More than 100 American children have died of flu already this season, according to the latest federal data.

Since the first child died early on this season - a four-year-old in California, who died in September - the pediatric death toll has risen to 105 in the US. 

By comparison, last year there were no deaths during the week ending in January 11. 

Last week alone, 13 children died of flu. For comparison, not a single child died during the same week in 2019, 2018, or 2017. 

Influenza B has been unusually active this year compared to most and has accounted for 72 of this year's child deaths. 

More children have died this flu season than have in a a single season for the past year, with pediatric deaths this season already catching up to last year's full-seas on total (second from right) 

Officials estimate that since this flu season began, there have been at least 29 million cases of flu in the US, with 280,000 people hospitalized by the virus.  

In all likelihood, 16,000 people have already died of the flue, the CDC speculates. 

Encouragingly, the rates of visits to healthcare providers for flu-like symptoms and positive flu tests both fell last week compared to the previous one. 

But CDC officials warn that flu levels are still 'elevated' and 'it is too early to know whether the season has peaked or if flu activity will increase again.'  

Flu activity is widespread in just about every US state and the death rate is nearly double what it was last year, federal health officials say. 

Experts say this is further evidence that the 2019-20 flu season is on track to be one of the worst seasons in recent memory.

Last season, the flu caused between 37.4 million and 42.9 million illnesses and between 36,400 and 61,200 deaths, according to preliminary data from the CDC. 

But the 2019-20 flu season started earlier than the annual epidemic has begun in the last 10 years and is circulating quickly.

'Last year marked the longest flu season in a decade, and now we are seeing this year's flu season off to an alarmingly fast start,' said Rep Diana DeGette (D-CO), who chairs the House Energy and Commerce Oversight and Investigations panel.

Health officials say influenza B is more common this season than influenza A and is responsible for the majority of the 39 pediatric deaths. 

We develop antibodies to various pathogens by being exposed to them. 

But influenza B is the less common strain of the virus, so most children haven't been exposed to it. 

In fact, this year has been the most active for the B strain of the flu that scientists have seen in more than two decades. 

And with it has come the hardest season for children in at last one decade. 

The virus has already killed 105, compared to last season, when 144 children.

Flu season is expected to stretch on for weeks, meaning more deaths are likely on the horizon. 

Last year, the B strain of flu raised its head late in the season and wound up killing a raft of children later than usual. 

This year, influenza A, which can still cause serious illness in kids is now raring its head, and experts anticipate it could drive a second wave that's deadly for adults and children alike. 
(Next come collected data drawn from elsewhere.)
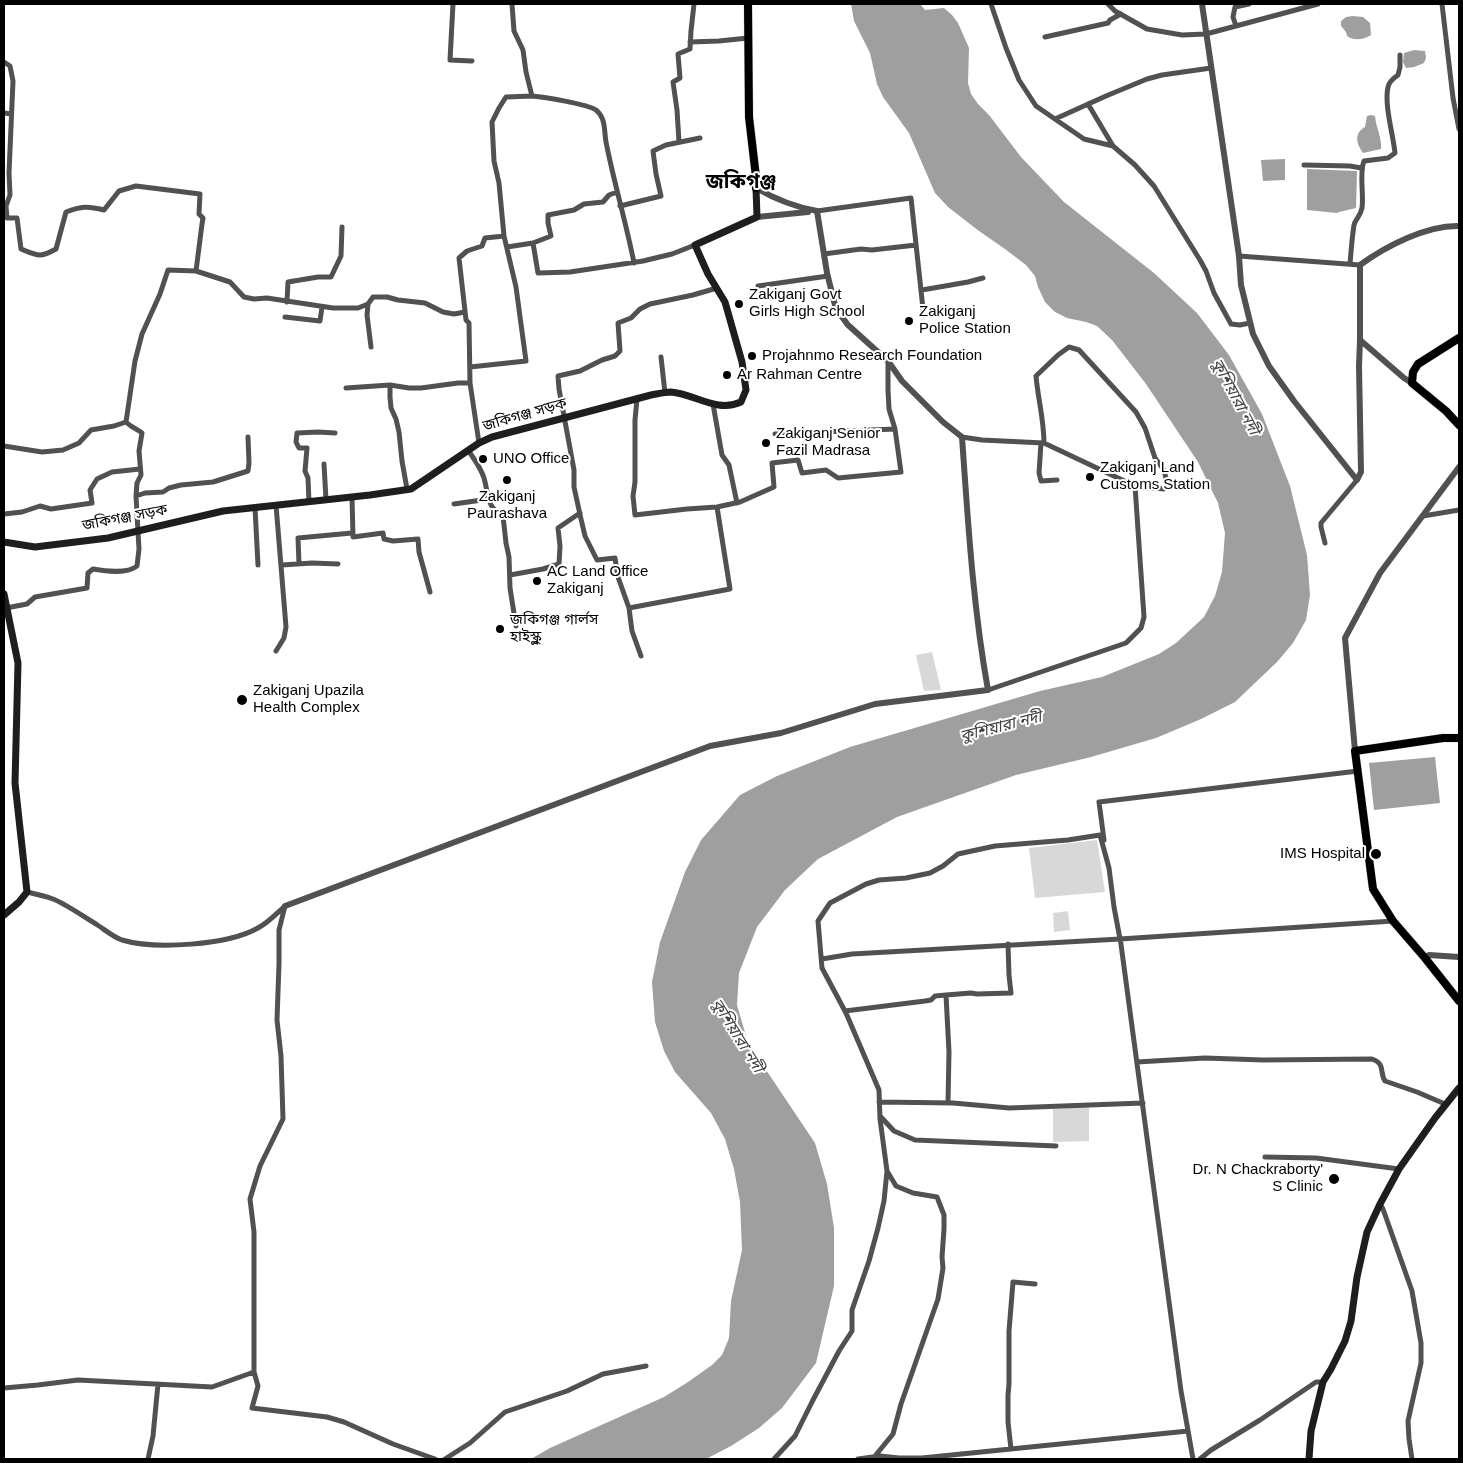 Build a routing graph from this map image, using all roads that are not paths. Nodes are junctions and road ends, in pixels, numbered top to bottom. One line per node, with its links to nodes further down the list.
1 (453, 4): 19 (street)
2 (512, 4): 24 (street)
3 (694, 4): 17 (street)
4 (748, 4): 16 (main road)
5 (991, 4): 28 (street)
6 (1202, 4): 14 (street)
7 (1249, 4): 13 (street)
8 (1318, 4): 11 (street)
9 (1442, 4): 22 (street)
10 (1112, 5): 12 (street)
11 (1299, 6): 13 (street)
12 (1121, 14): 14 (street); 15 (street)
13 (1236, 26): 14 (street)
14 (1206, 34): 21 (street)
15 (1045, 36)
16 (748, 38): 17 (street); 35 (main road)
17 (690, 42): 31 (street)
18 (1400, 55): 34 (street)
19 (472, 61)
20 (4, 62): 27 (street)
21 (1211, 68): 25 (street); 48 (street)
22 (1452, 82): 23 (street); 29 (street)
23 (1459, 82)
24 (532, 96): 36 (street); 42 (street)
25 (1088, 104): 28 (street); 32 (street)
26 (4, 113): 27 (street)
27 (11, 114): 52 (street)
28 (1055, 120): 32 (street)
29 (1459, 129)
30 (700, 138): 31 (street)
31 (679, 142): 37 (street)
32 (1113, 146): 64 (street)
33 (1304, 165): 34 (street)
34 (1361, 168): 50 (street)
35 (756, 188): 38 (street); 39 (main road)
36 (617, 192): 37 (street); 43 (street)
37 (620, 206): 49 (street)
38 (817, 210): 39 (street); 45 (street); 47 (street)
39 (757, 217): 44 (main road)
40 (1459, 226): 51 (street)
41 (342, 227): 58 (street)
42 (504, 236): 46 (street); 62 (street)
43 (533, 243): 46 (street); 49 (street)
44 (695, 245): 49 (street); 56 (main road, জকিগঞ্জ সড়ক)
45 (916, 245): 47 (street); 57 (street)
46 (507, 247): 70 (street)
47 (824, 254): 53 (street)
48 (1239, 256): 50 (street); 64 (street)
49 (634, 263)
50 (1350, 264): 51 (street)
51 (1360, 265): 66 (street)
52 (196, 272): 58 (street); 79 (street)
53 (828, 276): 55 (street); 69 (street)
54 (983, 278): 57 (street)
55 (758, 286)
56 (717, 288): 77 (main road, জকিগঞ্জ সড়ক); 78 (street)
57 (922, 290): 61 (street)
58 (287, 302): 60 (street)
59 (368, 304): 60 (street); 62 (street); 67 (street)
60 (322, 307): 63 (street)
61 (923, 309)
62 (465, 312): 70 (street)
63 (284, 317)
64 (1250, 323): 94 (street)
65 (1459, 338): 72 (main road)
66 (1360, 340): 72 (street); 94 (street)
67 (371, 347)
68 (662, 357): 75 (street)
69 (888, 361): 81 (street); 85 (street)
70 (470, 367): 71 (street)
71 (470, 383): 73 (street); 86 (street)
72 (1412, 383): 80 (main road)
73 (390, 385): 74 (street); 96 (street)
74 (346, 388)
75 (665, 393): 76 (main road, জকিগঞ্জ সড়ক); 77 (main road, জকিগঞ্জ সড়ক)
76 (637, 399): 78 (main road, জকিগঞ্জ সড়ক); 105 (street)
77 (712, 404): 102 (street)
78 (564, 418): 86 (main road, জকিগঞ্জ সড়ক); 108 (street)
79 (126, 422): 88 (street); 92 (street)
80 (1459, 425)
81 (895, 429): 83 (street); 102 (street)
82 (335, 433): 101 (street)
83 (775, 434)
84 (248, 437): 97 (street)
85 (962, 437): 87 (street); 127 (street)
86 (479, 443): 89 (main road, জকিগঞ্জ সড়ক)
87 (1042, 443): 93 (street); 95 (street); 95 (street)
88 (4, 446)
89 (468, 450): 96 (main road, জকিগঞ্জ সড়ক); 99 (street)
90 (324, 464): 100 (street)
91 (1459, 467): 110 (street)
92 (140, 469): 97 (street); 109 (street)
93 (1057, 480)
94 (1357, 480): 114 (street)
95 (1135, 486): 127 (street)
96 (407, 490): 98 (main road, জকিগঞ্জ সড়ক)
97 (136, 496): 111 (street)
98 (352, 497): 100 (main road, জকিগঞ্জ সড়ক); 112 (street)
99 (489, 499): 103 (street); 119 (street)
100 (326, 500): 101 (main road, জকিগঞ্জ সড়ক)
101 (309, 502): 104 (main road, জকিগঞ্জ সড়ক)
102 (737, 503): 105 (street)
103 (454, 504)
104 (276, 505): 106 (main road, জকিগঞ্জ সড়ক); 118 (street)
105 (717, 507): 123 (street)
106 (255, 508): 111 (main road, জকিগঞ্জ সড়ক); 117 (street)
107 (1459, 510): 110 (street)
108 (580, 513): 119 (street); 123 (street)
109 (4, 514)
110 (1423, 516): 129 (street)
111 (138, 531): 113 (main road, জকিগঞ্জ সড়ক); 122 (street)
112 (352, 533): 115 (street); 120 (street)
113 (4, 542)
114 (1325, 543)
115 (299, 564): 116 (street); 118 (street)
116 (338, 564)
117 (258, 565)
118 (282, 565): 125 (street)
119 (510, 575): 124 (street)
120 (430, 592)
121 (4, 594): 122 (main road)
122 (6, 608): 131 (main road)
123 (629, 608): 126 (street)
124 (516, 626)
125 (276, 651)
126 (641, 656)
127 (988, 690): 132 (street)
128 (1459, 738): 129 (main road)
129 (1356, 752): 130 (main road)
130 (1358, 770): 134 (main road); 135 (street)
131 (27, 892): 132 (street); 133 (main road)
132 (285, 906): 157 (street)
133 (4, 915)
134 (1393, 921): 135 (street); 138 (main road)
135 (1120, 938): 136 (street); 139 (street); 143 (street)
136 (1008, 944): 139 (street); 140 (street)
137 (1459, 957): 138 (street)
138 (1425, 958): 141 (main road)
139 (822, 959): 142 (street)
140 (946, 996): 142 (street); 146 (street)
141 (1459, 1001)
142 (845, 1011): 145 (street)
143 (1137, 1062): 147 (street); 148 (street)
144 (1459, 1088): 148 (main road)
145 (879, 1102): 146 (street); 149 (street)
146 (948, 1103): 147 (street)
147 (1142, 1103): 161 (street)
148 (1446, 1104): 152 (main road)
149 (880, 1115): 150 (street); 153 (street)
150 (1056, 1146)
151 (1265, 1157): 152 (street)
152 (1400, 1169): 154 (main road)
153 (887, 1171): 163 (street); 168 (street)
154 (1380, 1204): 158 (main road); 173 (street)
155 (1034, 1284): 162 (street)
156 (646, 1366): 167 (street)
157 (254, 1372): 159 (street); 166 (street)
158 (1323, 1382): 171 (street); 172 (main road)
159 (158, 1384): 160 (street); 165 (street)
160 (4, 1388)
161 (1188, 1431): 162 (street); 170 (street)
162 (1010, 1449): 164 (street)
163 (875, 1456): 164 (street); 169 (street)
164 (945, 1458)
165 (148, 1459)
166 (435, 1459)
167 (445, 1459)
168 (774, 1459)
169 (858, 1459)
170 (1193, 1459)
171 (1200, 1459)
172 (1309, 1459)
173 (1412, 1459)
Panic has spread as frightening accounts of just how hard the flu is hitting the youngest Americans especially.  

Doctors are stressing to the public that the best way to protect yourself and your family is to get a flu shot.

The CDC recommends getting the vaccine either in the form of a shot or a nasal spray. For those who choose to go with the injectable, there are two options.
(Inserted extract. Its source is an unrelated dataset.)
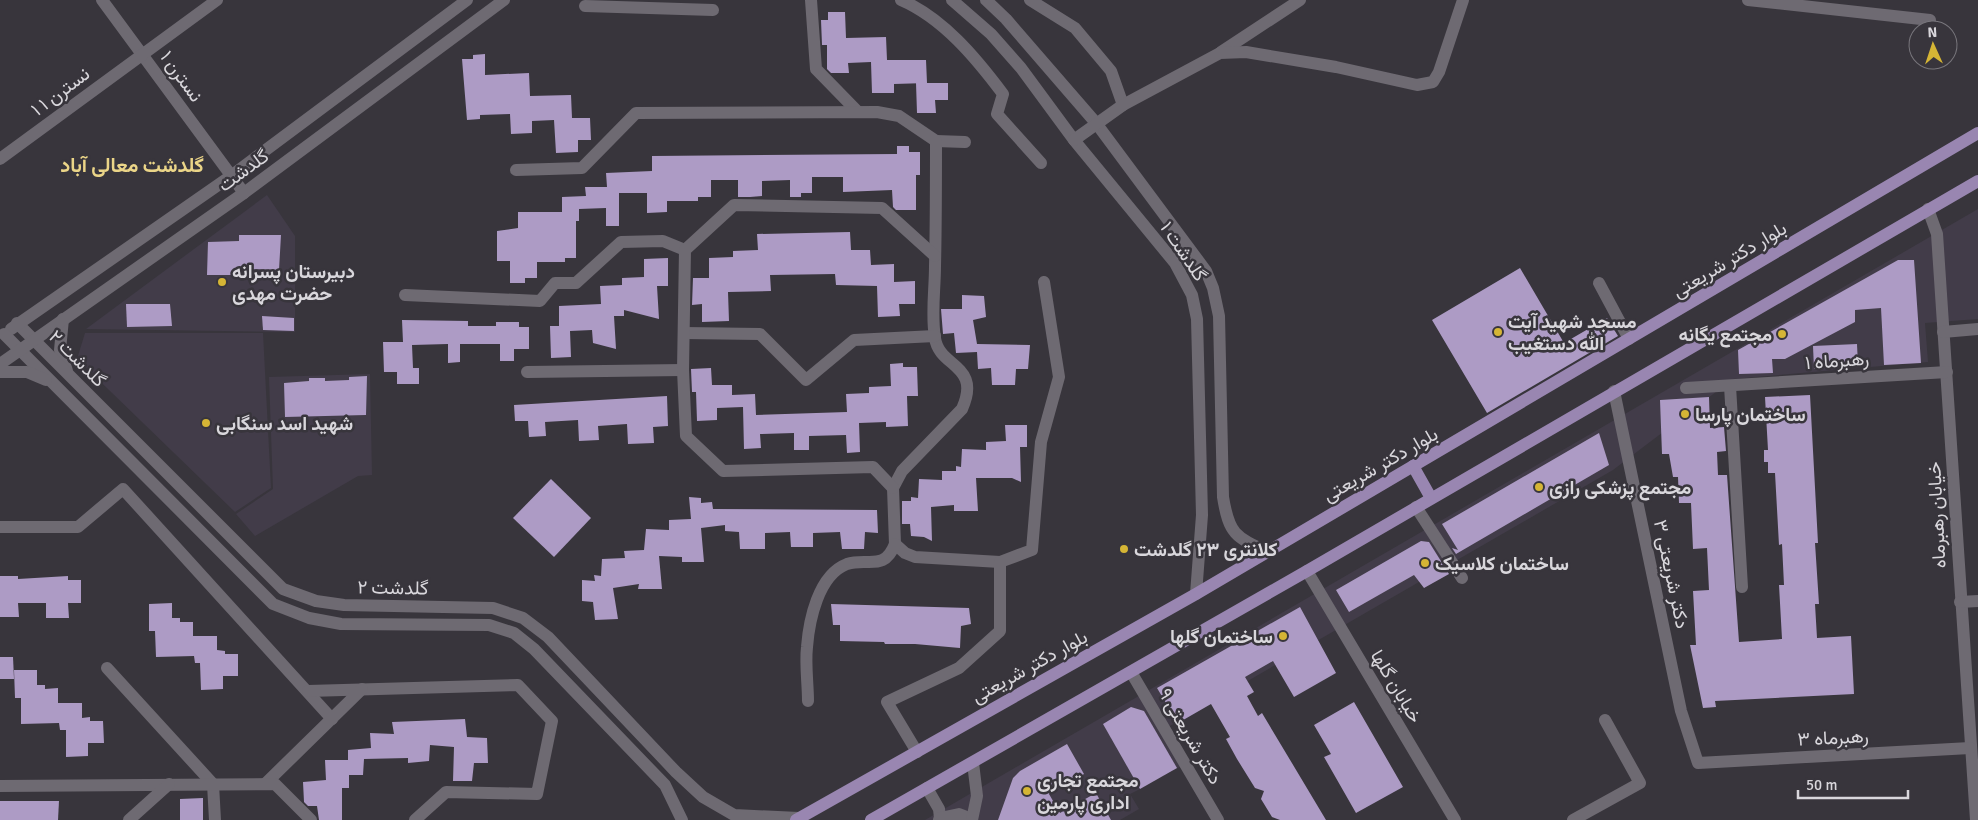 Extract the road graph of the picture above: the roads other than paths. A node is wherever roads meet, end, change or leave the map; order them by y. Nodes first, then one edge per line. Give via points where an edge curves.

First is the trivalent vaccine, which protects against two influenza A strains, H1N1 and H3N2, and one influenza B strain.

Second is the quadrivalent flu vaccine, protects against the same strains as the trivalent vaccine, as well as an extra influenza B virus.

The nasal spray, FluMist, uses live, weakened viruses which are meant to teach the body to recognize and ward off flu strains if you become infected.

The only group of people who are ineligible for the vaccine - shot and spray - are babies under six months old.

Doctors say taking at-home preventative measures is just as important as getting the vaccine such as washing your hands, not touching your face, coughing into your elbow or a tissue and staying home if you are ill.